Reconfiguring Proportional Committees
Chris Dong, Fabian Frank, Jannik Peters, Warut Suksompong
TL;DR
The paper studies reconfiguring proportional committees in approval-based multiwinner voting, focusing on transitions between JR/EJR committees via single-candidate swaps. It proves that the exact space of JR committees can be disconnected and that deciding connectivity is PSPACE-complete, but any two JR committees can be connected through a path of $2$-JR committees, and any two EJR committees through a path of $4$-EJR committees. It further shows that several well-known rules (e.g., $PAV$, MES, seqPhragmén, seqCCAV, CCAV, GreedyEJR) yield committees that lie in the same JR-connected component, and investigates connectivity in restricted domains CI and VI where JR connectivity has stronger guarantees. Collectively, these results illuminate the structure of proportional committees, reveal fundamental limits of exact connectivity, and point to practical pathways via approximate notions and domain restrictions for robust reconfiguration.
Abstract
An important desideratum in approval-based multiwinner voting is proportionality. We study the problem of reconfiguring proportional committees: given two proportional committees, is there a transition path that consists only of proportional committees, where each transition involves replacing one candidate with another candidate?

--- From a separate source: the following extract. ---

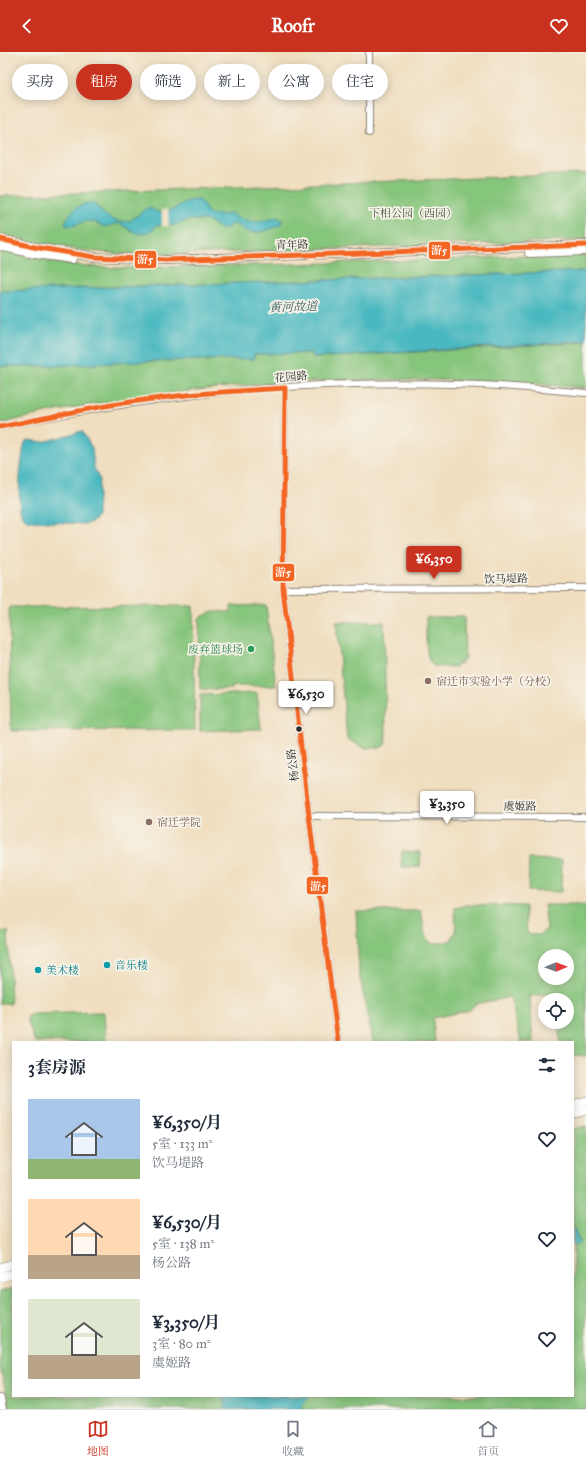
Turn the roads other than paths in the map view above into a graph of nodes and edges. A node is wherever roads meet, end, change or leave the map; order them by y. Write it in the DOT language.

We show that the set of committees satisfying the proportionality axiom of justified representation (JR) is not always connected, and it is PSPACE-complete to decide whether two such committees are connected. On the other hand, we prove that any two JR committees can be connected by committees satisfying a $2$-approximation of JR. We also obtain similar results for the stronger axiom of extended justified representation (EJR). In addition, we demonstrate that the committees produced by several well-known voting rules are connected or at least not isolated, and investigate the reconfiguration problem in restricted preference domains.